In United States v. Jones, No. 20-3009 (2d Cir. Aug.1, 2022), the Circuit (Livingston, joined by Chin and Nardini) held that the defendant’s state guilty plea did not preclude him from challenging the evidence seized pursuant the state warrant in his federal case because the Fourth Amendment claim was not raised in state court. On the merits, the Court upheld admission of the evidence under the good faith exception to the exclusionary rule.
Jones had pled guilty to sexual exploitation of a minor in Tennessee based on evidence seized under several warrants and was subsequently charged in federal court with production of child pornography with respect to another minor. The defendant moved to suppress that evidence seized under the Tennessee warrants, and the federal warrants as fruit of the poisonous tree. The district court held that Jones’s state guilty plea collaterally estopped him from challenging the Tennessee warrants and, in the alternative, the good faith exception to the exclusionary rule precluded suppression.
The Second Circuit reversed the collateral estoppel ruling, but affirmed on the good faith exception. It held that Jones’s Tennessee guilty plea did not preclude a challenge to the evidence seized under the Tennessee warrants because the claim would not be precluded in Tennessee courts. Tennessee law applies collateral estoppel only to claims that were “actually raised and necessarily determined in an earlier proceeding” and Jones had not raised a Fourth Amendment challenge in state court. The Circuit rejected dicta from its prior decision in United States v. Gregg, 463 F.3d 160 (2d Cir. 2006) suggesting that a prior guilty plea based on the very same evidence sought to be challenged would be precluded. It relied on the Supreme Court’s decision in Haring v. Prosise, 462 U.S. 306 (1983), rejecting a similar preclusion argument on the ground that the Fourth Amendment issue had neither been litigated nor decided in state court, and Gregg’s actual holding, which followed Prosise.
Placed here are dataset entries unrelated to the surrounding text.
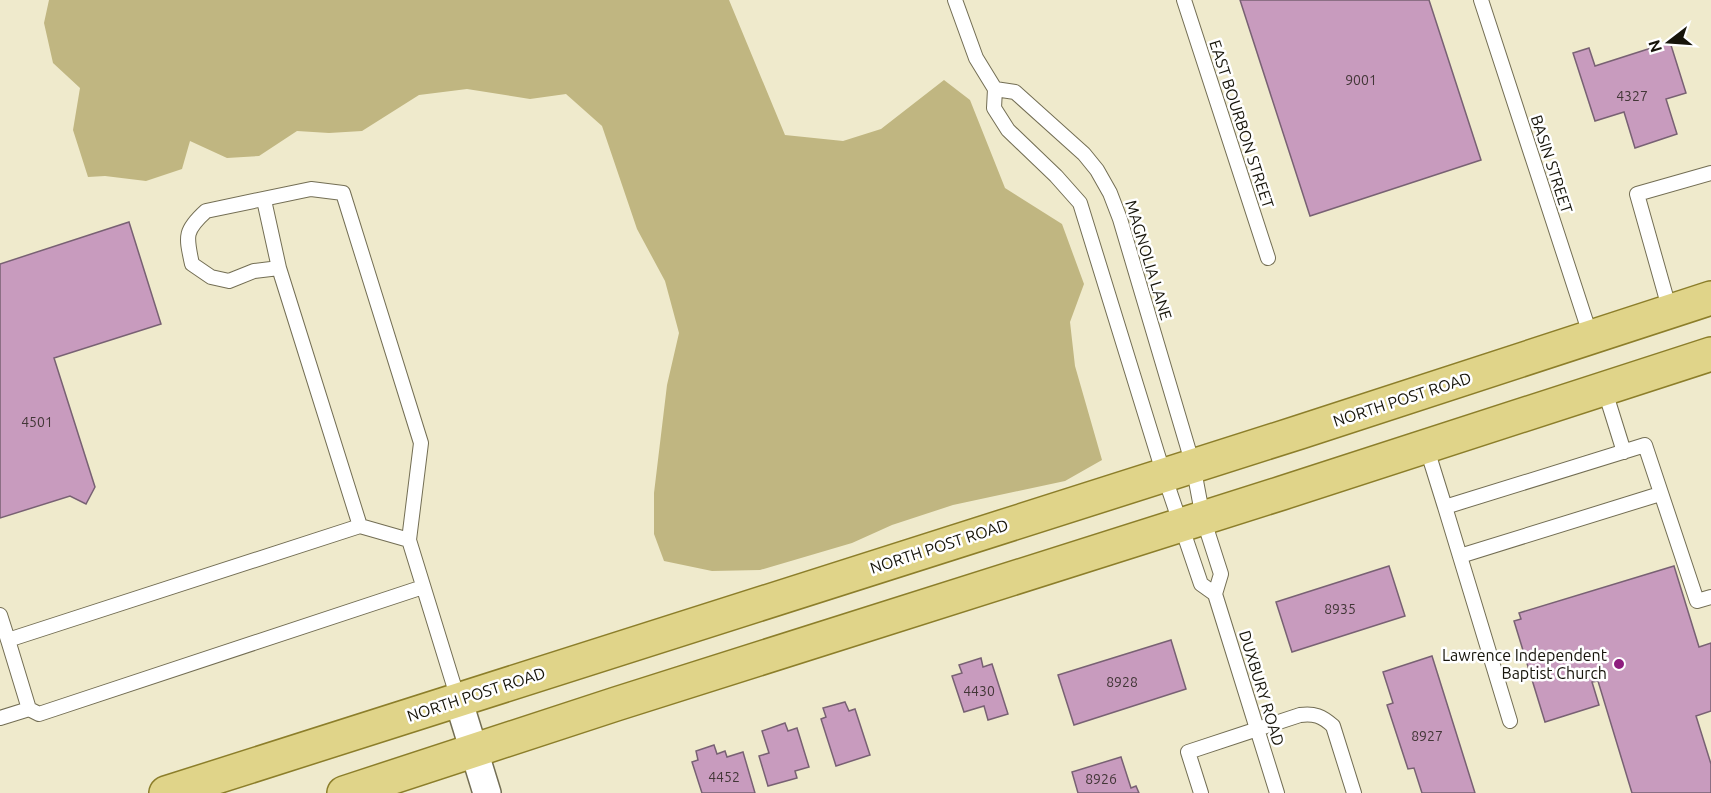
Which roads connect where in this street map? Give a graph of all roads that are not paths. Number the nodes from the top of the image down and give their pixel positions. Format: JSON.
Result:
{"nodes":[{"id":1,"x":955,"y":0,"type":"edge"},
{"id":2,"x":1184,"y":0,"type":"edge"},
{"id":3,"x":1481,"y":0,"type":"edge"},
{"id":4,"x":995,"y":89,"type":"junction"},
{"id":5,"x":1711,"y":172,"type":"edge"},
{"id":6,"x":264,"y":200,"type":"junction"},
{"id":7,"x":1268,"y":258,"type":"dead end"},
{"id":8,"x":279,"y":268,"type":"junction"},
{"id":9,"x":1711,"y":298,"type":"edge"},
{"id":10,"x":1670,"y":311,"type":"junction"},
{"id":11,"x":1591,"y":337,"type":"junction"},
{"id":12,"x":1711,"y":354,"type":"edge"},
{"id":13,"x":1604,"y":388,"type":"junction"},
{"id":14,"x":1426,"y":446,"type":"junction"},
{"id":15,"x":1624,"y":452,"type":"junction"},
{"id":16,"x":1660,"y":494,"type":"junction"},
{"id":17,"x":1185,"y":496,"type":"junction"},
{"id":18,"x":1445,"y":507,"type":"junction"},
{"id":19,"x":360,"y":526,"type":"junction"},
{"id":20,"x":409,"y":540,"type":"junction"},
{"id":21,"x":1460,"y":556,"type":"junction"},
{"id":22,"x":423,"y":587,"type":"junction"},
{"id":23,"x":1215,"y":594,"type":"junction"},
{"id":24,"x":1711,"y":597,"type":"edge"},
{"id":25,"x":0,"y":615,"type":"edge"},
{"id":26,"x":8,"y":640,"type":"junction"},
{"id":27,"x":458,"y":699,"type":"junction"},
{"id":28,"x":29,"y":709,"type":"junction"},
{"id":29,"x":0,"y":718,"type":"edge"},
{"id":30,"x":1510,"y":721,"type":"dead end"},
{"id":31,"x":1257,"y":729,"type":"junction"},
{"id":32,"x":473,"y":750,"type":"junction"},
{"id":33,"x":166,"y":793,"type":"edge"},
{"id":34,"x":344,"y":793,"type":"edge"},
{"id":35,"x":487,"y":793,"type":"edge"},
{"id":36,"x":1201,"y":793,"type":"edge"},
{"id":37,"x":1277,"y":793,"type":"edge"},
{"id":38,"x":1354,"y":793,"type":"edge"}],
"edges":[{"from":1,"to":4,"type":"lane"},
{"from":2,"to":7,"type":"lane","name":"EAST BOURBON STREET"},
{"from":3,"to":11,"type":"lane","name":"BASIN STREET"},
{"from":4,"to":17,"type":"lane"},
{"from":4,"to":17,"type":"lane","name":"MAGNOLIA LANE"},
{"from":5,"to":10,"type":"lane"},
{"from":6,"to":8,"type":"lane"},
{"from":6,"to":8,"type":"lane"},
{"from":6,"to":20,"type":"lane"},
{"from":8,"to":19,"type":"lane"},
{"from":9,"to":10,"type":"main road","name":"NORTH POST ROAD"},
{"from":10,"to":11,"type":"main road","name":"NORTH POST ROAD"},
{"from":11,"to":17,"type":"main road","name":"NORTH POST ROAD"},
{"from":12,"to":13,"type":"main road","name":"NORTH POST ROAD"},
{"from":13,"to":14,"type":"main road","name":"NORTH POST ROAD"},
{"from":13,"to":15,"type":"lane"},
{"from":14,"to":17,"type":"main road","name":"NORTH POST ROAD"},
{"from":14,"to":18,"type":"lane"},
{"from":15,"to":16,"type":"lane"},
{"from":15,"to":18,"type":"lane"},
{"from":16,"to":21,"type":"lane"},
{"from":16,"to":24,"type":"lane"},
{"from":17,"to":23,"type":"lane","name":"DUXBURY ROAD"},
{"from":17,"to":23,"type":"lane","name":"DUXBURY ROAD"},
{"from":17,"to":27,"type":"main road","name":"NORTH POST ROAD"},
{"from":17,"to":32,"type":"main road","name":"NORTH POST ROAD"},
{"from":18,"to":21,"type":"lane"},
{"from":19,"to":20,"type":"lane"},
{"from":19,"to":26,"type":"lane"},
{"from":20,"to":22,"type":"lane"},
{"from":21,"to":30,"type":"lane"},
{"from":22,"to":27,"type":"lane"},
{"from":22,"to":28,"type":"lane"},
{"from":23,"to":31,"type":"lane","name":"DUXBURY ROAD"},
{"from":25,"to":26,"type":"lane"},
{"from":26,"to":28,"type":"lane"},
{"from":27,"to":32,"type":"street"},
{"from":27,"to":33,"type":"main road","name":"NORTH POST ROAD"},
{"from":28,"to":29,"type":"lane"},
{"from":31,"to":36,"type":"lane"},
{"from":31,"to":37,"type":"lane","name":"DUXBURY ROAD"},
{"from":31,"to":38,"type":"lane"},
{"from":32,"to":34,"type":"main road","name":"NORTH POST ROAD"},
{"from":32,"to":35,"type":"street"}]}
Addressing the merits, the Circuit upheld admission of the evidence, and the conviction, on the ground that even if the Tennessee warrants were defective, the detective acted in reasonable good faith reliance on the warrants. The warrants were based on a detailed complaint by the mother of one of the victims and, although the affidavits did not specify where the mother obtained the information, it was a “common sense” inference that it came from her daughter. While the mother’s complaint was not corroborated, she was a named, identified source, as were the victims. Finally, the Circuit relied on the fact that the detective had obtained sworn statements from each of the victims, which he could have used if asked for corroboration.